The bulk of Chinese investment in the region is tied to Beijing’s global trade and infrastructure program, informally known as the New Silk Road and formally as the Belt and Road Initiative (BRI), a scheme launched in 2015 to spur trade along land and sea routes linking Asia, Africa and the Mediterranean.
A trillion-dollar trade, investment and infrastructure project, the BRI is Chinese President Xi Jinping’s signature foreign policy project and China has already invested or loaned nearly $700 billion in more than 60 countries.
Critics say the enormous investment project can easily be leveraged for political and geostrategic influence and countries taking loans are likely to be caught in debt traps, hence Washington’s growing unease. China has signed the Belt and Road cooperation agreements with 17 Arab countries.

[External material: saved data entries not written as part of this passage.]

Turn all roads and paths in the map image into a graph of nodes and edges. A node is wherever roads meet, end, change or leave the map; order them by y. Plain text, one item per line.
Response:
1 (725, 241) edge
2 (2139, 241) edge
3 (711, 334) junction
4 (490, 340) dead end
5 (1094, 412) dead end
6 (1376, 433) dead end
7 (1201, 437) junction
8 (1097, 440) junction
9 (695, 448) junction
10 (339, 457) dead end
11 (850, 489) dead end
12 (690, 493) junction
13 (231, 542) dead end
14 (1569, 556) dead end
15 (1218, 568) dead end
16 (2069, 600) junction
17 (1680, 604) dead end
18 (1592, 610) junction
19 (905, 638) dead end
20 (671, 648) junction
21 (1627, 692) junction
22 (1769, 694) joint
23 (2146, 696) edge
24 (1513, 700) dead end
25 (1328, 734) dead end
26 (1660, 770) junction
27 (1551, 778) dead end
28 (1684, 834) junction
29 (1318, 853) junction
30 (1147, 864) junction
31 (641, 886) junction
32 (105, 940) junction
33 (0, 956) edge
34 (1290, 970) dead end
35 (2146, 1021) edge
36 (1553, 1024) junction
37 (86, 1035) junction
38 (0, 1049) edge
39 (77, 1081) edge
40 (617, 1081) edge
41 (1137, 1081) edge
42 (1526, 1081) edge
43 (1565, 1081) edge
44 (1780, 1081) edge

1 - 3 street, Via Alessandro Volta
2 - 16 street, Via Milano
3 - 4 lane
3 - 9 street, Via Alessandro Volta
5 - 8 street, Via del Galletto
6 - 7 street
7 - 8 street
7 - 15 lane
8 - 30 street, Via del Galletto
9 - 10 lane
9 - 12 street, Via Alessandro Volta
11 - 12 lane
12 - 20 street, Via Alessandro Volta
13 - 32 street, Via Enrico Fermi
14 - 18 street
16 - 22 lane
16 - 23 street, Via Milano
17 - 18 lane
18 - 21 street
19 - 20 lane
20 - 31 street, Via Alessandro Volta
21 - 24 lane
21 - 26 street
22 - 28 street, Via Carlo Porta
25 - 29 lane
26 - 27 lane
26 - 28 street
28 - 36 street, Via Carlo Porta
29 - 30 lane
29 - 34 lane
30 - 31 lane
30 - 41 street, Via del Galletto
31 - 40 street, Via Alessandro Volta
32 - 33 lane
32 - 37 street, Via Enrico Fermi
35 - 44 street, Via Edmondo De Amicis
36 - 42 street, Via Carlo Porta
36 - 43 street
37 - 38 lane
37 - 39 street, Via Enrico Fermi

This week, dozens of heads of state will converge on Beijing for a Belt and Road Forum, the second major international conference on China’s initiative in under two years. But while the U.S. isn’t sending representatives, Egypt’s President Abdel Fattah el-Sissi, the UAE’s prime minister, Mohammed bin Rashid Al Maktoum, and Djibouti’s President Ismaïl Omar Guelleh, are all expected to attend.
Two years ago, China opened a military base in Djibouti, its first ever overseas base, positioned at a key maritime choke point, the strait of Bab al-Mandeb. The U.S. military already has a base there located just kilometers away. It has been used for operations against jihadist groups like Islamic State and al-Qaida. Some U.S. officials see China’s move into Djibouti as a sign of broader and possibly military ambitions.
Beijing maintains the BRI is only about greater connectivity and trade and can help solve major international challenges. China’s official news agency, Xinhua, says, “The initiative is a perfect example of China sharing its own wisdom and solutions for global growth and governance.”
But critics have noted that China is not shy about using trade and investment as a tool for statecraft and has in the past readily used commerce to extend its sphere of influence. U.S. policymakers fear that under the guise of the BRI, Beijing is also aiming to upset America’s traditional alliances. They question whether Beijing’s interests are purely economic.
Others see China's growing role in the region as mainly focused on securing energy resources and its thirst for oil. “In recent years, the region has been the source of as much as half of China’s imported oil. The BRI is expected to facilitate Chinese energy firms’ delivery of even larger volumes from the region,” according to Indonesian academic Muhammad Zulfikar Rakhmat, writing for the U.S.-based Middle East Institute.
Karen Young of the American Enterprise Institute recently argued in a paper for the Washington-based research group that the Gulf Arab states have been eager to deepen ties with China, seeing it as its main “next-generation energy market” for oil and gas exports.
The relationship is unlikely to be frictionless, she says. Chinese and Arab interests could be at odds, too. She notes, “China is also a competitor in some areas where Arab Gulf states are investing in infrastructure, ports and political outreach to secure new security partnerships, particularly in the Horn of Africa.”
Meanwhile, while African and even European states have been ready to accept large Chinese loans for infrastructure projects, raising fears they will be caught in debt traps, which can then be used for political leverage by Beijing, Arab states, even cash-strapped ones, have been far more cautious about accepting loans. Algeria two years ago announced it wouldn’t enter major loans deals with the Chinese.